As noted in the SEE, the development subject to this application is also subject to an application pursuant to Section 10 of the Water Act 1912 and I am reminded that both applications require advertising and invite public comment. With this in mind, it will assist in the processing of both these applications if advertising might be attended to on or about the same time and in this regard, I respectfully suggest that the Council might confer with Mr Jim Morison at the Department of Land and Water Conservation, Grafton (telephone number 02 6640 2000);
(iii) Statement of Environmental Effects which included the following statement:
The issue of a water licence and laying out of a temporary conduit for the purposes of pumping water will require a development consent for the purposes of the Environmental Planning and Assessment Act 1979 (the EP&A Act). This consent is applied for in the name of Ross Mining NL and is still a requirement even though it is a temporary arrangement and development consent has already been obtained for the widening of the Timbarra Road. "

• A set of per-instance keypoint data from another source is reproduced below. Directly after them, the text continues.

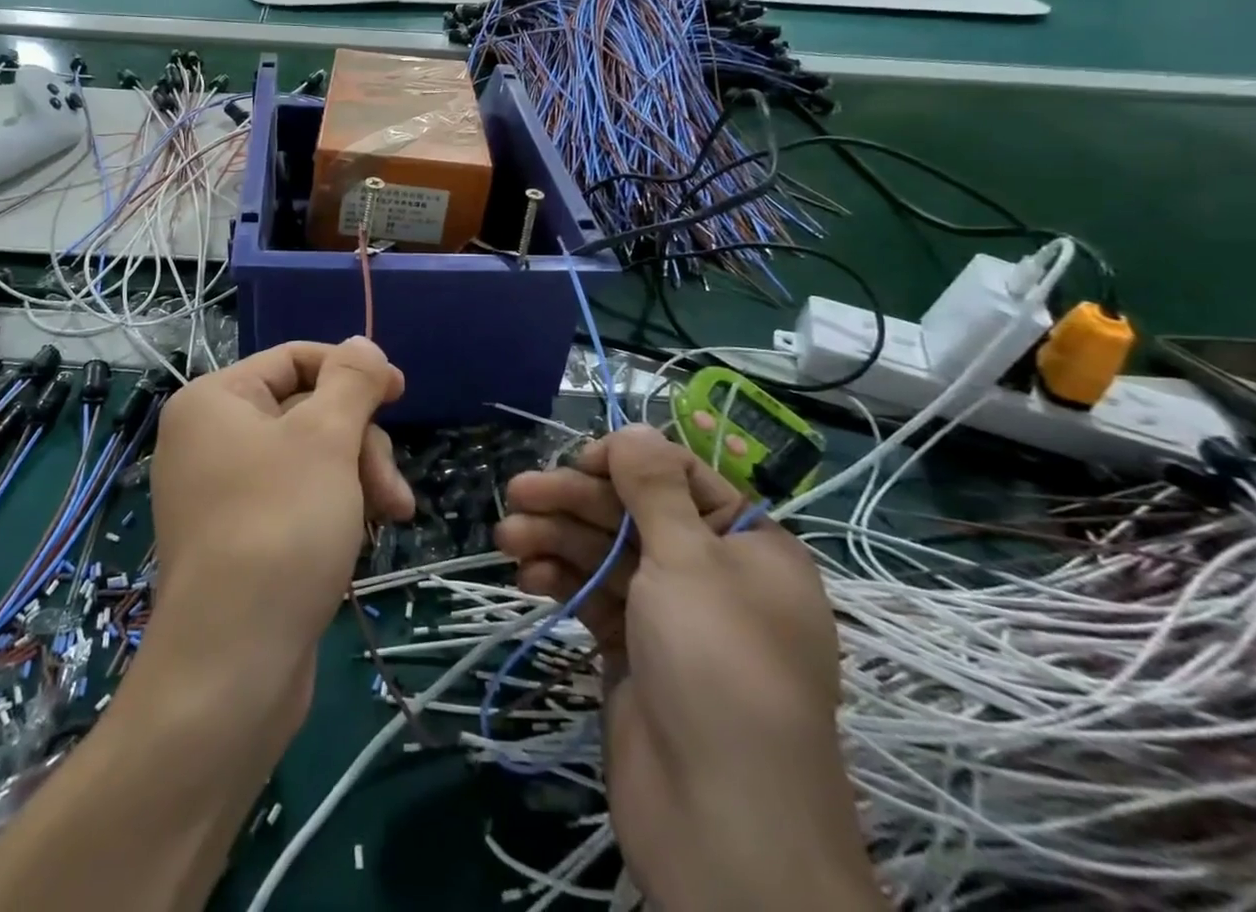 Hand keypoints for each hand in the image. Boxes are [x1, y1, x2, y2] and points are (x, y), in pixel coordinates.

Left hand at [147, 338, 414, 707]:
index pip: (294, 359)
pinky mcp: (240, 536)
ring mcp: (222, 491)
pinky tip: (360, 540)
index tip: (401, 393)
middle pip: (307, 411)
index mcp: (215, 400)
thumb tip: (361, 344)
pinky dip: (335, 508)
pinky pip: (297, 498)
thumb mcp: (327, 438)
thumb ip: (351, 381)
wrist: (233, 667)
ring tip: (391, 517)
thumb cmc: (281, 528)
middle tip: (389, 488)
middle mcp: (210, 438)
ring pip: (310, 458)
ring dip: (357, 479)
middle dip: (359, 443)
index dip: (351, 370)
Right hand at [495, 427, 879, 911]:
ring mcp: (670, 615)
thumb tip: (634, 428)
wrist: (722, 827)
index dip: (627, 462)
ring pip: (606, 554)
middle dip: (574, 501)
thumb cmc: (717, 669)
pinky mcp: (633, 650)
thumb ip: (654, 488)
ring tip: (506, 538)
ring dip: (556, 540)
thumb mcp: (689, 562)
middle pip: (633, 513)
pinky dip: (560, 582)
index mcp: (748, 545)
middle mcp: (711, 573)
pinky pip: (593, 597)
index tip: (578, 460)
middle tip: (516, 493)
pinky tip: (525, 577)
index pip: (681, 477)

(iv) a Statement of Environmental Effects and a Review of Environmental Factors prepared in respect of the upgrade of Timbarra Road giving access to the Timbarra Gold Mine; (these documents had supported a separate development application in respect of which the fourth Respondent had granted development consent);
(v) Review of Environmental Facts prepared by Water Studies Pty Ltd in support of a contemporaneous application made by the first Respondent for a water licence pursuant to s 10 of the Water Act which Review included an Assessment Report prepared by Greenloaning Biostudies Pty Ltd entitled:
Assessment Report on Potential Impacts on Threatened Species Associated with pumping water from two creek systems on Timbarra Plateau
That Assessment included in Section 8 what was described as 'a Section 5A-Threatened Species Conservation Act 1995 - Assessment of Flora and Fauna Components of the Site' which Assessment included the following passage:
Given the nature of the development it is considered that there will not be a significant impact on species other than frogs, which are listed in Table 3. The development will have minimal impact on the terrestrial habitats of threatened species through a habitat sensitive development process which will incorporate a number of mitigation measures as outlined above. Potential habitat disturbance will be largely limited to the frog habitat occurring (or likely to occur) within the pump station study areas. The species considered in this eight part test are Litoria subglandulosa and Mixophyes balbus.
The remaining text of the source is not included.